Respecto a la propuesta de la patronal de modificar la calificación de los accidentes de trabajo en el puesto, retirando de la definición al 50 %, entre ellos los accidentes de tráfico. CC.OO. manifiesta que los accidentes de tráfico en horario de trabajo no sólo se pueden reducir mediante la educación vial, sino que es responsabilidad de la empresa diseñar a su vez planes de movilidad que aporten soluciones para la prevención efectiva del daño: favoreciendo el uso del transporte público, dando el tiempo necesario para cada trayecto, tendiendo en cuenta las condiciones de seguridad de cada vehículo y considerando que la fatiga y las malas condiciones de trabajo provocan también accidentes de tráfico en los desplazamientos de los trabajadores.
CC.OO. quiere manifestar su total rechazo a una rebaja en las cuotas a la Seguridad Social por accidentes de trabajo y enfermedades profesionales, pues la tasa actual de siniestralidad no llama precisamente a hacer rebajas. En España las Mutuas sólo dedican un 1 % del total de la cuota a prevención, frente a países como Alemania donde invierten hasta siete veces más en actividades preventivas. A esto se añade el enorme subregistro de enfermedades profesionales: sólo se declaran aproximadamente un 25 % (frente a 80.000 casos al año estimados el registro sólo recoge 21.000). Así, la mayoría de las enfermedades laborales son endosadas al sistema nacional de salud, incrementando su déficit. Lo peor es que la invisibilidad de estas enfermedades impide realizar políticas preventivas.

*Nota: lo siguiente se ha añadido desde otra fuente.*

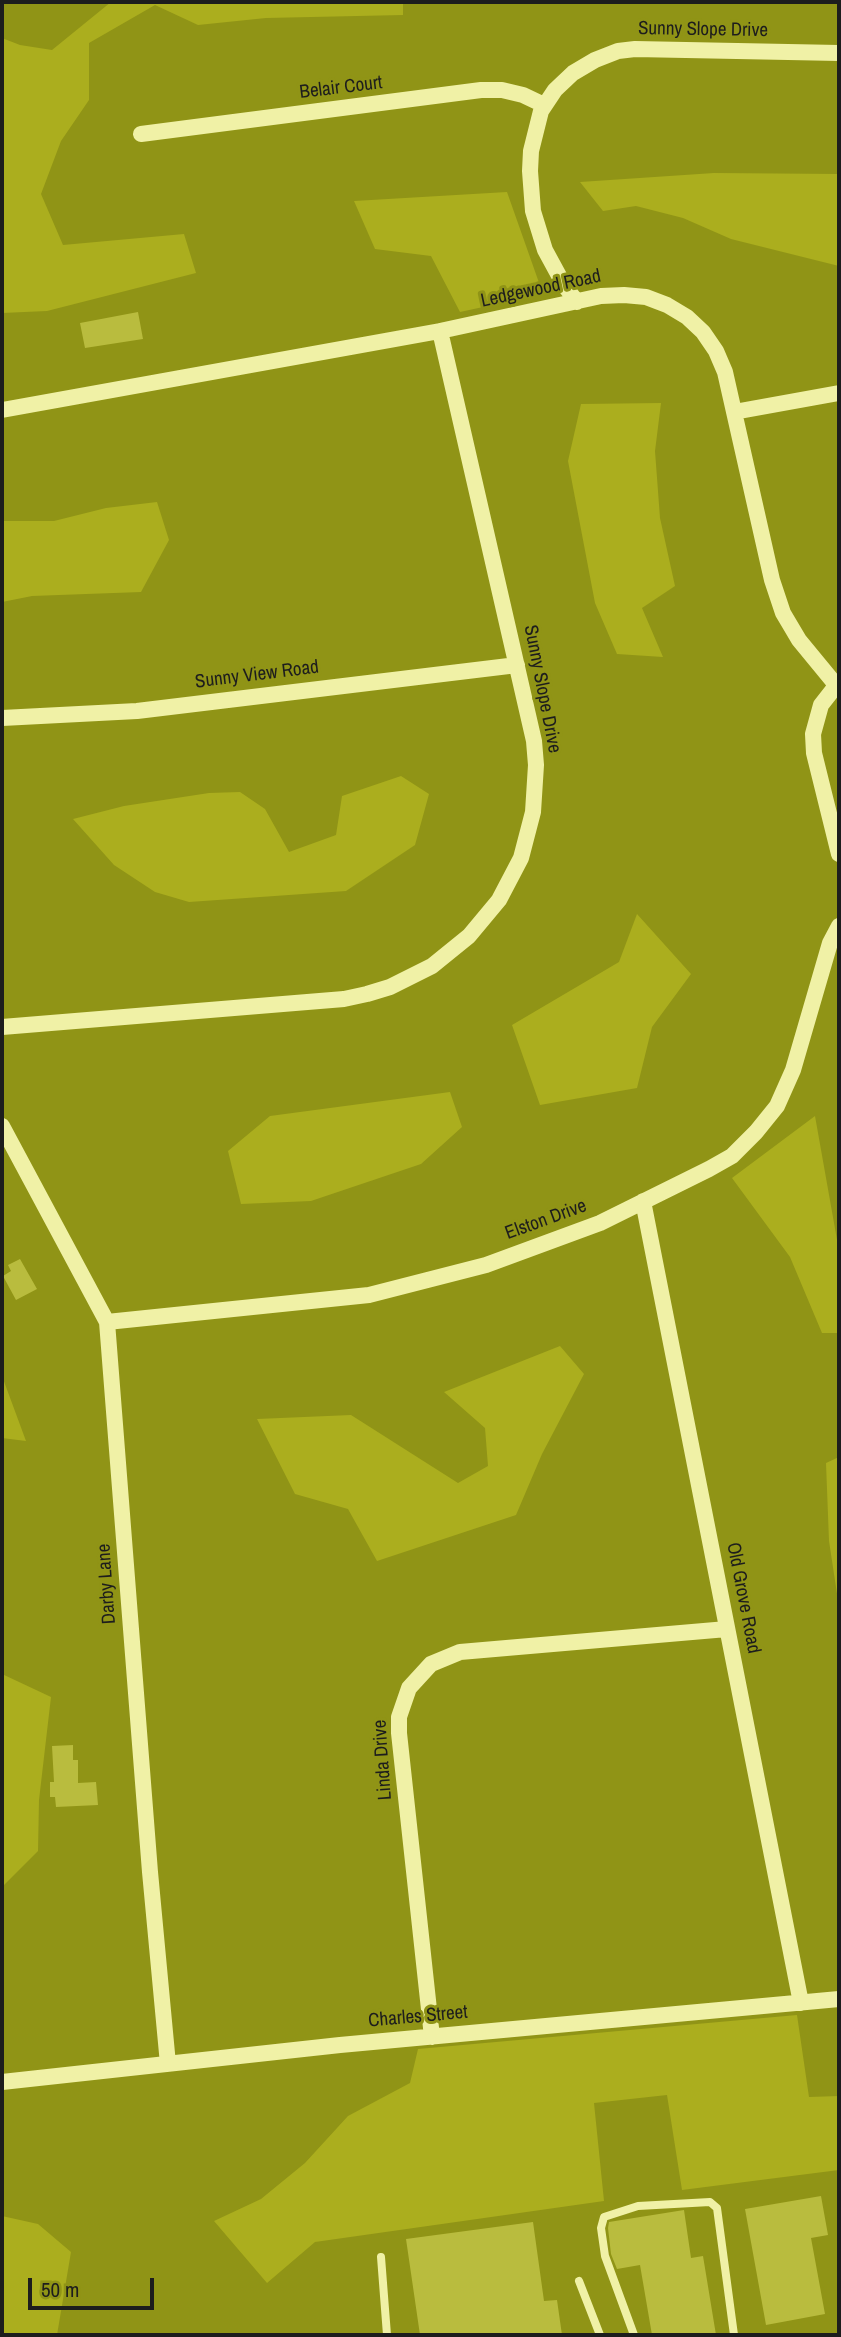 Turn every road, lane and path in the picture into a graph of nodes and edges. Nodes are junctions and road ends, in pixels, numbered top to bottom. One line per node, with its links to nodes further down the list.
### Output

En cuanto a la consideración aludiendo a que existe un exceso de responsabilidad empresarial, CC.OO. quiere recordar que la responsabilidad empresarial viene claramente establecida en la Directiva Marco Europea transpuesta en la Ley de Prevención de riesgos Laborales. Esta Ley prevé incluso que el empresario, en su deber de vigilancia de las medidas de seguridad y salud, tiene que tener en cuenta hasta los posibles excesos de celo de los trabajadores y las imprudencias no temerarias o que no sean fruto de la mala fe.
A CC.OO. le gustaría escuchar de las organizaciones empresariales un llamamiento claro a sus asociados para que cumplan sus obligaciones preventivas sin ningún tipo de reserva, en vez de eludir sus responsabilidades, al igual que los sindicatos llamamos a los trabajadores a cooperar con las medidas preventivas adoptadas en la empresa y a aplicarlas en su trabajo. También le gustaría oír un compromiso de formación de los trabajadores, a la que las empresas están obligadas, ya que después de diez años de vigencia de la Ley de Prevención, todavía la mitad de los trabajadores no han recibido formación y el 70 % de los muertos en accidente laboral no han recibido formación alguna.
Finalmente, también le gustaría encontrar por parte de las organizaciones empresariales una mayor cooperación con la justicia para la persecución de aquellas empresas que exponen a riesgo la vida y la integridad de sus trabajadores.